Assignment >> The response should be the lines of the data, starting at the first and ending at the one that contains "wrist: (1199, 850)", copied without change.

[Saved data entries]

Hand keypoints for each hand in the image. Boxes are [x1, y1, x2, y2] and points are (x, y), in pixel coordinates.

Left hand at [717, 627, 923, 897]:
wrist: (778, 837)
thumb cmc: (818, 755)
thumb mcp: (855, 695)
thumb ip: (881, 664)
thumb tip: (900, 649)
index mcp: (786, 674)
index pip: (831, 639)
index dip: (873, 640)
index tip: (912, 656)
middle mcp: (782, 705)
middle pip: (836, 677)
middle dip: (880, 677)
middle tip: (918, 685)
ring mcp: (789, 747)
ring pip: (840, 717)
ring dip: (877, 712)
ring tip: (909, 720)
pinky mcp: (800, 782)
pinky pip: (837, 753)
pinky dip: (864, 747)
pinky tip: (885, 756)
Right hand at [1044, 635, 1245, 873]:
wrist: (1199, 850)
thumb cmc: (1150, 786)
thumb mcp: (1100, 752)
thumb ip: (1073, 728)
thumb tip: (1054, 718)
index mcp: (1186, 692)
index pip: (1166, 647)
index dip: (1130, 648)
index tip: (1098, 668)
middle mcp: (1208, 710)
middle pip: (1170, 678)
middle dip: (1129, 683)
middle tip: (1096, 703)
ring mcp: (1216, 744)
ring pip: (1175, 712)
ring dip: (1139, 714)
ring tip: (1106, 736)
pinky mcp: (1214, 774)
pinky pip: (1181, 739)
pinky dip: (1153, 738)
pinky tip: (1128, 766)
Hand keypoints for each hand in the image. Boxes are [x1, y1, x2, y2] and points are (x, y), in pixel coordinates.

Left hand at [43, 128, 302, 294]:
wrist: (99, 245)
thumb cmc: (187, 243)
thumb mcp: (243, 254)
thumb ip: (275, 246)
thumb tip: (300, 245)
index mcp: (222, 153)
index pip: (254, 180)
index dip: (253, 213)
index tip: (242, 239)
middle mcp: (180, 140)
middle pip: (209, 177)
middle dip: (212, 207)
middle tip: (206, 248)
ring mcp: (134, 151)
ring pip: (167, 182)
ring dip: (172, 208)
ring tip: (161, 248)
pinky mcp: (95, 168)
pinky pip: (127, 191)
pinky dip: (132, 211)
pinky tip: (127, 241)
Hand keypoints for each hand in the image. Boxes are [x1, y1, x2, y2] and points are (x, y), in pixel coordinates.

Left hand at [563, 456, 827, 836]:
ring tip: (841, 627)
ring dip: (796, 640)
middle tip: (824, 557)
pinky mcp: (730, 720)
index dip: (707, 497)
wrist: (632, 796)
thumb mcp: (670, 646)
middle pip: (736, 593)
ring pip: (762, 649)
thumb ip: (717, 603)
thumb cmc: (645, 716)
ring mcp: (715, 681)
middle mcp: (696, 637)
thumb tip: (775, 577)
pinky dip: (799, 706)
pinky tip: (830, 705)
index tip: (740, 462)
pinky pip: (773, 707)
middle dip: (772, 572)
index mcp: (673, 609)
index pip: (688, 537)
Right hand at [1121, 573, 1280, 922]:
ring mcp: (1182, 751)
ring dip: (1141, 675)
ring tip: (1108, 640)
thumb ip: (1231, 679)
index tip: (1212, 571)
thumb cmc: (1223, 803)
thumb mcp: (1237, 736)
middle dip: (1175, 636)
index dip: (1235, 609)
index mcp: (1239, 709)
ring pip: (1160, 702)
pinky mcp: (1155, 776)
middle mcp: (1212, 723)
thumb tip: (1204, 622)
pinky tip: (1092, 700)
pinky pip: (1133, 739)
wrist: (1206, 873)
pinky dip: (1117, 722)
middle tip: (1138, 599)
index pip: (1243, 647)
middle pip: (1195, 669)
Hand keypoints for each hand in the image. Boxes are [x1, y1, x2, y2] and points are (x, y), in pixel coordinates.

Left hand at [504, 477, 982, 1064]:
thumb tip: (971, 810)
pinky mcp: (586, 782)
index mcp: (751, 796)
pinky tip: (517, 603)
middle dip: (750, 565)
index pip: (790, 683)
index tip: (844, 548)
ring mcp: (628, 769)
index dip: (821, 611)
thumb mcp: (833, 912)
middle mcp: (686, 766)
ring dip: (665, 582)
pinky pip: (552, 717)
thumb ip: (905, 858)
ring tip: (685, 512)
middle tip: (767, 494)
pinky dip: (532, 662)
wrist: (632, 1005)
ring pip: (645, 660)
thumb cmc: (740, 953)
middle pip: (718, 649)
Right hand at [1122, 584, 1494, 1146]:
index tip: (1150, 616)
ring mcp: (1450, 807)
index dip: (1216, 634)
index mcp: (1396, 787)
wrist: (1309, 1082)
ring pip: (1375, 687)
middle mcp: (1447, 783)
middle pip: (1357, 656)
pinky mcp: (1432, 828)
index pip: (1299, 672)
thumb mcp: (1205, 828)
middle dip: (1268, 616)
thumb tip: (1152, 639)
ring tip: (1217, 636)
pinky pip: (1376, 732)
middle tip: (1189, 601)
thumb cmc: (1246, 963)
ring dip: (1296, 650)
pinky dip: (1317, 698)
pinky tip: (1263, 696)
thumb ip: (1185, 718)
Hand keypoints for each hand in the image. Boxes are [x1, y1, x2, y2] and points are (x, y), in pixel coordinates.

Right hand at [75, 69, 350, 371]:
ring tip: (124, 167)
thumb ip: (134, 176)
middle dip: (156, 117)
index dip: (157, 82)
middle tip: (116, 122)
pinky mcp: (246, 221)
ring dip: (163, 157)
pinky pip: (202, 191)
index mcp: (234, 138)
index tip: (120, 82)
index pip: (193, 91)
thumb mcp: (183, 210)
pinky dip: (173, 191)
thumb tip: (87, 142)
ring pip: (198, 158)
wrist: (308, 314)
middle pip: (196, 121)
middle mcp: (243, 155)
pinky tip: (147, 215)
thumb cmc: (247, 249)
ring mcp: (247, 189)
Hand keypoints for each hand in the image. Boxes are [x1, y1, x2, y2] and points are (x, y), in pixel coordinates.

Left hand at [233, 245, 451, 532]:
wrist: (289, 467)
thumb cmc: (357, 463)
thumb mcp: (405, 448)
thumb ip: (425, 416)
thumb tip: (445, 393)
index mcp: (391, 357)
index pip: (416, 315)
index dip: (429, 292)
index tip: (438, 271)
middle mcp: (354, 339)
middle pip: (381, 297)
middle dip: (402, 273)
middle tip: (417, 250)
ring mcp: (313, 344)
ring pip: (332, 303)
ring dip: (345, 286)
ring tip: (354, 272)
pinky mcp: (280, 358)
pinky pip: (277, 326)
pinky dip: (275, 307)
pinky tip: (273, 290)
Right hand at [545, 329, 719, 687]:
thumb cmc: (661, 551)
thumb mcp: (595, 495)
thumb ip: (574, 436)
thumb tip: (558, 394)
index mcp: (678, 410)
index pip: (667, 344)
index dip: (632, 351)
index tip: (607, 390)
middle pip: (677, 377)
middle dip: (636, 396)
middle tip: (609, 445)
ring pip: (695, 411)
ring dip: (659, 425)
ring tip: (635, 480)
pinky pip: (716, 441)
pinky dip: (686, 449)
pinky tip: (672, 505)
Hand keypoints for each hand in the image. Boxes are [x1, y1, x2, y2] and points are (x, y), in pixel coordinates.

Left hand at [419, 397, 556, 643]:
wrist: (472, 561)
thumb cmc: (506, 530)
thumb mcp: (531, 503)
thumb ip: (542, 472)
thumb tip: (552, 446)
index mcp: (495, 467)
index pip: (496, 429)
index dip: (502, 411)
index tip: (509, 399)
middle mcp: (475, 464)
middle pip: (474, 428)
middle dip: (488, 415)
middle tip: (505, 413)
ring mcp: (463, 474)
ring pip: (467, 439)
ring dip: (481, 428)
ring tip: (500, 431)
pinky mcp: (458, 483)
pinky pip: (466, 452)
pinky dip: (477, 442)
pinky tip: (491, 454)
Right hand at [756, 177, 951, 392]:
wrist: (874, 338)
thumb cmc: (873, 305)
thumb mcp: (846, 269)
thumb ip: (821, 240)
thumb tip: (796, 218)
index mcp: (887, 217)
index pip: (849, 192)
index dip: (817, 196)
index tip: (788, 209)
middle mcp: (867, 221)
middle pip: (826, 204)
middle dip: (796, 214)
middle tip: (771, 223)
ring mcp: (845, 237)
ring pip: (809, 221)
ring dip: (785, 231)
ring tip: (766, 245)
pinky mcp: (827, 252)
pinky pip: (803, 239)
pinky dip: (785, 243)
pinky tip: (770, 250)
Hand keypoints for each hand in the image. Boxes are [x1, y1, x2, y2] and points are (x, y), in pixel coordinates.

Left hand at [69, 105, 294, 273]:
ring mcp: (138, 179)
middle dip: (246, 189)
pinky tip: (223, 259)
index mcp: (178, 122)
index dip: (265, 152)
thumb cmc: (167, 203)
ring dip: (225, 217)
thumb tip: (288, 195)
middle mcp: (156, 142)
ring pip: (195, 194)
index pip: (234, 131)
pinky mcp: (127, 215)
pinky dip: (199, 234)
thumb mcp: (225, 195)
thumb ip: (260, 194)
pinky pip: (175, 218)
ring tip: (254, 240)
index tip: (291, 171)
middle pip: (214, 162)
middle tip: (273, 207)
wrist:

Answer to this task >>
Hand keypoints for each hand in the image. Boxes are [x1, y1, x2, y2] and points are (x, y), in pixel coordinates.

Left hand at [717, 627, 923, 897]:
wrist: (778, 837)
thumb cmc: (818, 755)
thumb mcp: (855, 695)
thumb ip: (881, 664)
thumb tip: (900, 649)
index mcp: (786, 674)
index pip: (831, 639)
index dip: (873, 640)
index tip: (912, 656)
middle mcp: (782, 705)
middle pip: (836, 677)
middle dip: (880, 677)
middle tip: (918, 685)
ring mcp: (789, 747)
ring pip: (840, 717)
ring dip: (877, 712)
ring tip: (909, 720)
pinky mcp: (800, 782)
pinky pip: (837, 753)
pinky dip: (864, 747)
pinky tip: (885, 756)
Right hand at [1044, 635, 1245, 873]:
wrist: (1199, 850)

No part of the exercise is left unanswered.